- _Exercise brief_:
The entries are to be duplicated exactly, with nothing left out.

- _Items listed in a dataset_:

'''

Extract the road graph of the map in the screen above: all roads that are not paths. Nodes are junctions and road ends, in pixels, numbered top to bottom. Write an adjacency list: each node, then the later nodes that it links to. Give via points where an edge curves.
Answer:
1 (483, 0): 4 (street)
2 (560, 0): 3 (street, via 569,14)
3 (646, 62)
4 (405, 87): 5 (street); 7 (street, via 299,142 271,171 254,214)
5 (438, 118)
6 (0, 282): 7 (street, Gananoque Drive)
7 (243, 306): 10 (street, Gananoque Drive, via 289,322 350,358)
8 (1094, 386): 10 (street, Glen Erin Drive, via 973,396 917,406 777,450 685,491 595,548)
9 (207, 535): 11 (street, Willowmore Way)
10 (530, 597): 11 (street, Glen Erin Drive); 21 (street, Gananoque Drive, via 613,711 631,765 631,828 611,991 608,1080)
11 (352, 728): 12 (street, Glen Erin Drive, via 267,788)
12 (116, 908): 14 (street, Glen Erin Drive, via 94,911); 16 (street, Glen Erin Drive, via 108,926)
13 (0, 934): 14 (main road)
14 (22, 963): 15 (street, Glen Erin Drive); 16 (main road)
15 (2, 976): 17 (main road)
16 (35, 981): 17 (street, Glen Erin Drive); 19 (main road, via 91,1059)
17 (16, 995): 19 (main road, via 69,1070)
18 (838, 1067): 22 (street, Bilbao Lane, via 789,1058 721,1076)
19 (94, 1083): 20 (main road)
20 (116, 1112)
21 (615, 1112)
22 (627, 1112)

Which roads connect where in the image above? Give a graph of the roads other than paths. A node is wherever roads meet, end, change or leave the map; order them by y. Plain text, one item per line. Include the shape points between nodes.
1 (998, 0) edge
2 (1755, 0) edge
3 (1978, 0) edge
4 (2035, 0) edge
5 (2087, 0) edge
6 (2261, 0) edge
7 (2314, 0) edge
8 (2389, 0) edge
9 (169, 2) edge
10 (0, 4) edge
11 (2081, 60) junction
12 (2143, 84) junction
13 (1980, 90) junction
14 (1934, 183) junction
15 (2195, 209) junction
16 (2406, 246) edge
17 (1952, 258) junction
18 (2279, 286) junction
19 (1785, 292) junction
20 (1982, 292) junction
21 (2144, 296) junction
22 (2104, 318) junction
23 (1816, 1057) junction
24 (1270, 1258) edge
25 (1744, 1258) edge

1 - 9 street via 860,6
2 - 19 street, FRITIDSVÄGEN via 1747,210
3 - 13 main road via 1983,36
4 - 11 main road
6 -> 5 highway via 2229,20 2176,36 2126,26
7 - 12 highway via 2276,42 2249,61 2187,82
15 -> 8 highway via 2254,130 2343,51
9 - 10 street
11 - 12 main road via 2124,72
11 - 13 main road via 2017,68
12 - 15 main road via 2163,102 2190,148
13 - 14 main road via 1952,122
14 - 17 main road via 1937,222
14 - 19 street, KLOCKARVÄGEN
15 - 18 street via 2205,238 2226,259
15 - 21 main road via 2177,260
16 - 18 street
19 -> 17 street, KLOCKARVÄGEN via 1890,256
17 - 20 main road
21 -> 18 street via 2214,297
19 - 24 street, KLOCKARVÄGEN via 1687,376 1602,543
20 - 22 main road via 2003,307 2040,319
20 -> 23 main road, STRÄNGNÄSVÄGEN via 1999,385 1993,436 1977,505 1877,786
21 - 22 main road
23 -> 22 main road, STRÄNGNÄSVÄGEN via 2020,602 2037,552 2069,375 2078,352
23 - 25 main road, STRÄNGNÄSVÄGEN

'''

- _Solution to the exercise_:
Extract the road graph of the map in the screen above: all roads that are not paths. Nodes are junctions and road ends, in pixels, numbered top to bottom. Write an adjacency list: each node, then the later nodes that it links to. Give via points where an edge curves.
Answer:
1 (483, 0): 4 (street)
2 (560, 0): 3 (street, via 569,14)
3 (646, 62)
4 (405, 87): 5 (street); 7 (street, via 299,142 271,171 254,214)
5 (438, 118)
6 (0, 282): 7 (street, Gananoque Drive)
7 (243, 306): 10 (street, Gananoque Drive, via 289,322 350,358)
8 (1094, 386): 10 (street, Glen Erin Drive, via 973,396 917,406 777,450 685,491 595,548)
9 (207, 535): 11 (street, Willowmore Way)
10 (530, 597): 11 (street, Glen Erin Drive); 21 (street, Gananoque Drive, via 613,711 631,765 631,828 611,991 608,1080)
11 (352, 728): 12 (street, Glen Erin Drive, via 267,788)
12 (116, 908): 14 (street, Glen Erin Drive, via 94,911); 16 (street, Glen Erin Drive, via 108,926)
13 (0, 934): 14 (main road)
14 (22, 963): 15 (street, Glen Erin Drive); 16 (main road)
15 (2, 976): 17 (main road)
16 (35, 981): 17 (street, Glen Erin Drive); 19 (main road, via 91,1059)
17 (16, 995): 19 (main road, via 69,1070)
18 (838, 1067): 22 (street, Bilbao Lane, via 789,1058 721,1076)
19 (94, 1083): 20 (main road)
20 (116, 1112)
21 (615, 1112)
22 (627, 1112)

Which roads connect where in the image above? Give a graph of the roads other than paths. A node is wherever roads meet, end, change or leave the map; order them by y. Plain text, one item per line. Include the shape points between nodes.
1 (998, 0) edge
2 (1755, 0) edge
3 (1978, 0) edge
4 (2035, 0) edge
5 (2087, 0) edge
6 (2261, 0) edge
7 (2314, 0) edge
8 (2389, 0) edge
9 (169, 2) edge
10 (0, 4) edge
11 (2081, 60) junction
12 (2143, 84) junction
13 (1980, 90) junction
14 (1934, 183) junction
15 (2195, 209) junction
16 (2406, 246) edge
17 (1952, 258) junction
18 (2279, 286) junction
19 (1785, 292) junction
20 (1982, 292) junction
21 (2144, 296) junction
22 (2104, 318) junction
23 (1816, 1057) junction
24 (1270, 1258) edge
25 (1744, 1258) edge

1 - 9 street via 860,6
2 - 19 street, FRITIDSVÄGEN via 1747,210
3 - 13 main road via 1983,36
4 - 11 main road
6 -> 5 highway via 2229,20 2176,36 2126,26
7 - 12 highway via 2276,42 2249,61 2187,82
15 -> 8 highway via 2254,130 2343,51
9 - 10 street
11 - 12 main road via 2124,72
11 - 13 main road via 2017,68
12 - 15 main road via 2163,102 2190,148
13 - 14 main road via 1952,122
14 - 17 main road via 1937,222
14 - 19 street, KLOCKARVÄGEN
15 - 18 street via 2205,238 2226,259
15 - 21 main road via 2177,260
16 - 18 street
19 -> 17 street, KLOCKARVÄGEN via 1890,256
17 - 20 main road
21 -> 18 street via 2214,297
19 - 24 street, KLOCKARVÄGEN via 1687,376 1602,543
20 - 22 main road via 2003,307 2040,319
20 -> 23 main road, STRÄNGNÄSVÄGEN via 1999,385 1993,436 1977,505 1877,786
21 - 22 main road
23 -> 22 main road, STRÄNGNÄSVÄGEN via 2020,602 2037,552 2069,375 2078,352
23 - 25 main road, STRÄNGNÄSVÄGEN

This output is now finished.